In this exercise, restate the listing word for word.

MATERIAL TO PROCESS
********
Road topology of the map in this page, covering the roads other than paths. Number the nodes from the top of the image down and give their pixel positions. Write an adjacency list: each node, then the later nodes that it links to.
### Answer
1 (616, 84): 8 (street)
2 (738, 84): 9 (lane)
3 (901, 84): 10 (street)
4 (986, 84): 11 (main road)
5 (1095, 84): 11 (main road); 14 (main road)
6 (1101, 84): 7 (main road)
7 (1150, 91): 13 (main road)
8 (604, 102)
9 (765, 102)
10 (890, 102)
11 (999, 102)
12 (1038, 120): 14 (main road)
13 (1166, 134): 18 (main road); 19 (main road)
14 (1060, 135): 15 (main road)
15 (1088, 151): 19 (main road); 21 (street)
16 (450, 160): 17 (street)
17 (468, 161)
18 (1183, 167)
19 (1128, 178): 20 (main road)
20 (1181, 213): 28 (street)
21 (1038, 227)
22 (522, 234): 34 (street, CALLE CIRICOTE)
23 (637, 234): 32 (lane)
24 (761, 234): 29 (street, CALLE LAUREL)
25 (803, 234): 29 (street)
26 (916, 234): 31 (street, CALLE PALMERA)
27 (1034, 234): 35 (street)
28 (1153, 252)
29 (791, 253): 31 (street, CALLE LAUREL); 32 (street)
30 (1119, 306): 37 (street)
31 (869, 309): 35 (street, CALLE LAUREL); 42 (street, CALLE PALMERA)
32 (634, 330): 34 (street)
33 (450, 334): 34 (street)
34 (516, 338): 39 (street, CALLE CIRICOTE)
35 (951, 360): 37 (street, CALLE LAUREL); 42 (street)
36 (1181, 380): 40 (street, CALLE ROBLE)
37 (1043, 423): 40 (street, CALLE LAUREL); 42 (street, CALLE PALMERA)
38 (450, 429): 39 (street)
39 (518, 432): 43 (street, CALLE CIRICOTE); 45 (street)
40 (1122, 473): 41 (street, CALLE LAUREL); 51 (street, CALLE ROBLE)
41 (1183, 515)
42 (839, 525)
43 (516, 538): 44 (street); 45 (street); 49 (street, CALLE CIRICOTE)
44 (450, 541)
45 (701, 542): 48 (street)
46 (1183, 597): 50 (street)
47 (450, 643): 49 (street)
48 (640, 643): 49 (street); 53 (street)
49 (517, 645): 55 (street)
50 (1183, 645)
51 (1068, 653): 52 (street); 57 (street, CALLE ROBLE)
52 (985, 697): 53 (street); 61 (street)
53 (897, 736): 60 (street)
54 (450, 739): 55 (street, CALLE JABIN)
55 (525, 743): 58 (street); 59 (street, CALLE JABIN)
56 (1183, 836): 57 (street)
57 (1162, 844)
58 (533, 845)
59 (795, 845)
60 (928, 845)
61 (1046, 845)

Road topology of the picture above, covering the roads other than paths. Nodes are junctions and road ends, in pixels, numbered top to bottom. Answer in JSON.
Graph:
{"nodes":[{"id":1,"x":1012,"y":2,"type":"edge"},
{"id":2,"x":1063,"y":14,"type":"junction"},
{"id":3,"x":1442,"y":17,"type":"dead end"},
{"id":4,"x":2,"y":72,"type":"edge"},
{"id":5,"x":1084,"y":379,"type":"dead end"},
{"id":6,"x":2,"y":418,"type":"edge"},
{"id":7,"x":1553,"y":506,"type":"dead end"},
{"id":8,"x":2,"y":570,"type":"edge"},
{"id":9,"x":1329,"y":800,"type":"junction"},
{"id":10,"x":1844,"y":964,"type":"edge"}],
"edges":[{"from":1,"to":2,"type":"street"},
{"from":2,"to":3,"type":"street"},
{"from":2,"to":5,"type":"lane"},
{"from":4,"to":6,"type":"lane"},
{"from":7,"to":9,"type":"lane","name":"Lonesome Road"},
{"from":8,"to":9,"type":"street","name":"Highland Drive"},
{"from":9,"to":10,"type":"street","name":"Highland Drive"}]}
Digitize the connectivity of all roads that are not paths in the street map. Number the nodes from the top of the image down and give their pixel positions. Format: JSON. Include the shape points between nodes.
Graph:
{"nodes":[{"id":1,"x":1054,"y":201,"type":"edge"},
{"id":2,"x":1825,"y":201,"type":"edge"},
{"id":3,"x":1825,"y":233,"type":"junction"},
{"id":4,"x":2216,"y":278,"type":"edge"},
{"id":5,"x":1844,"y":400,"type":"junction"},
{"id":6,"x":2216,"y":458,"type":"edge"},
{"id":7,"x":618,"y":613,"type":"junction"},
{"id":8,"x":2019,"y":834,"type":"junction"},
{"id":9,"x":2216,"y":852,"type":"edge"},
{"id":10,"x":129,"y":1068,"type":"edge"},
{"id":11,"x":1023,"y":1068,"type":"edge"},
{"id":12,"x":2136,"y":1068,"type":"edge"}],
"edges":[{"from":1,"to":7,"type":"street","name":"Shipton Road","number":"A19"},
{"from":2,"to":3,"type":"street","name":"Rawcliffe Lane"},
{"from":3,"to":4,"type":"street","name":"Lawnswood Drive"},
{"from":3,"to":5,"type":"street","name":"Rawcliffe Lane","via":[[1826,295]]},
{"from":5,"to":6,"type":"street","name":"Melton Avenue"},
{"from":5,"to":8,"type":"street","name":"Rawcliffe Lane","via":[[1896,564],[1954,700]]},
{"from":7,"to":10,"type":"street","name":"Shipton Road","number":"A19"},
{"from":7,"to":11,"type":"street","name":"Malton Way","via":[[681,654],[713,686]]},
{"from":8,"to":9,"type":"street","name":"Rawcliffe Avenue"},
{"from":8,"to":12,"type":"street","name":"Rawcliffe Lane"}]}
********
RESULT OF THIS EXERCISE
Road topology of the map in this page, covering the roads other than paths. Number the nodes from the top of the image down and give their pixel positions. Write an adjacency list: each node, then the later nodes that it links to.
### Answer
1 (616, 84): 8 (street)
2 (738, 84): 9 (lane)
3 (901, 84): 10 (street)
4 (986, 84): 11 (main road)
5 (1095, 84): 11 (main road); 14 (main road)
6 (1101, 84): 7 (main road)
7 (1150, 91): 13 (main road)
8 (604, 102)
9 (765, 102)
10 (890, 102)
11 (999, 102)
12 (1038, 120): 14 (main road)
13 (1166, 134): 18 (main road); 19 (main road)
14 (1060, 135): 15 (main road)
15 (1088, 151): 19 (main road); 21 (street)
16 (450, 160): 17 (street)
17 (468, 161)
18 (1183, 167)
19 (1128, 178): 20 (main road)
20 (1181, 213): 28 (street)
21 (1038, 227)
22 (522, 234): 34 (street, CALLE CIRICOTE)
23 (637, 234): 32 (lane)
24 (761, 234): 29 (street, CALLE LAUREL)
25 (803, 234): 29 (street)
26 (916, 234): 31 (street, CALLE PALMERA)
27 (1034, 234): 35 (street)
28 (1153, 252)
29 (791, 253): 31 (street, CALLE LAUREL); 32 (street)
30 (1119, 306): 37 (street)
31 (869, 309): 35 (street, CALLE LAUREL); 42 (street, CALLE PALMERA)
32 (634, 330): 34 (street)
33 (450, 334): 34 (street)
34 (516, 338): 39 (street, CALLE CIRICOTE)
35 (951, 360): 37 (street, CALLE LAUREL); 42 (street)
36 (1181, 380): 40 (street, CALLE ROBLE)
37 (1043, 423): 40 (street, CALLE LAUREL); 42 (street, CALLE PALMERA)
38 (450, 429): 39 (street)
39 (518, 432): 43 (street, CALLE CIRICOTE); 45 (street)
40 (1122, 473): 41 (street, CALLE LAUREL); 51 (street, CALLE ROBLE)
41 (1183, 515)
42 (839, 525)
43 (516, 538): 44 (street); 45 (street); 49 (street, CALLE CIRICOTE)
44 (450, 541)
45 (701, 542): 48 (street)
46 (1183, 597): 50 (street)
47 (450, 643): 49 (street)
48 (640, 643): 49 (street); 53 (street)
49 (517, 645): 55 (street)
50 (1183, 645)
51 (1068, 653): 52 (street); 57 (street, CALLE ROBLE)
52 (985, 697): 53 (street); 61 (street)
53 (897, 736): 60 (street)
54 (450, 739): 55 (street, CALLE JABIN)
55 (525, 743): 58 (street); 59 (street, CALLE JABIN)
56 (1183, 836): 57 (street)
57 (1162, 844)
58 (533, 845)
59 (795, 845)
60 (928, 845)
61 (1046, 845)

Road topology of the picture above, covering the roads other than paths. Nodes are junctions and road ends, in pixels, numbered top to bottom. Answer in JSON.
Graph:
{"nodes":[{"id":1,"x":1012,"y":2,"type":"edge"},
{"id":2,"x":1063,"y":14,"type":"junction"},
{"id":3,"x":1442,"y":17,"type":"dead end"},
{"id":4,"x":2,"y":72,"type":"edge"},
{"id":5,"x":1084,"y":379,"type":"dead end"},
{"id":6,"x":2,"y":418,"type":"edge"},
{"id":7,"x":1553,"y":506,"type":"dead end"},
{"id":8,"x":2,"y":570,"type":"edge"},
{"id":9,"x":1329,"y":800,"type":"junction"},
{"id":10,"x":1844,"y":964,"type":"edge"}],
"edges":[{"from":1,"to":2,"type":"street"},
{"from":2,"to":3,"type":"street"},
{"from":2,"to":5,"type":"lane"},
{"from":4,"to":6,"type":"lane"},
{"from":7,"to":9,"type":"lane","name":"Lonesome Road"},
{"from":8,"to":9,"type":"street","name":"Highland Drive"},
{"from":9,"to":10,"type":"street","name":"Highland Drive"}]}
Digitize the connectivity of all roads that are not paths in the street map. Number the nodes from the top of the image down and give their pixel positions. Format: JSON. Include the shape points between nodes.
Graph:
{"nodes":[{"id":1,"x":1054,"y":201,"type":"edge"},
{"id":2,"x":1825,"y":201,"type":"edge"},
{"id":3,"x":1825,"y":233,"type":"junction"},
{"id":4,"x":2216,"y":278,"type":"edge"},
{"id":5,"x":1844,"y":400,"type":"junction"},
{"id":6,"x":2216,"y":458,"type":"edge"},
{"id":7,"x":618,"y":613,"type":"junction"},
{"id":8,"x":2019,"y":834,"type":"junction"},
{"id":9,"x":2216,"y":852,"type":"edge"},
{"id":10,"x":129,"y":1068,"type":"edge"},
{"id":11,"x":1023,"y":1068,"type":"edge"},
{"id":12,"x":2136,"y":1068,"type":"edge"}],
"edges":[{"from":1,"to":7,"type":"street","name":"Shipton Road","number":"A19"},
{"from":2,"to":3,"type":"street","name":"Rawcliffe Lane"},
{"from":3,"to":4,"type":"street","name":"Lawnswood Drive"},
{"from":3,"to":5,"type":"street","name":"Rawcliffe Lane","via":[[1826,295]]},
{"from":5,"to":6,"type":"street","name":"Melton Avenue"},
{"from":5,"to":8,"type":"street","name":"Rawcliffe Lane","via":[[1896,564],[1954,700]]},
{"from":7,"to":10,"type":"street","name":"Shipton Road","number":"A19"},
{"from":7,"to":11,"type":"street","name":"Malton Way","via":[[681,654],[713,686]]},
{"from":8,"to":9,"type":"street","name":"Rawcliffe Avenue"},
{"from":8,"to":12,"type":"street","name":"Rawcliffe Lane"}]}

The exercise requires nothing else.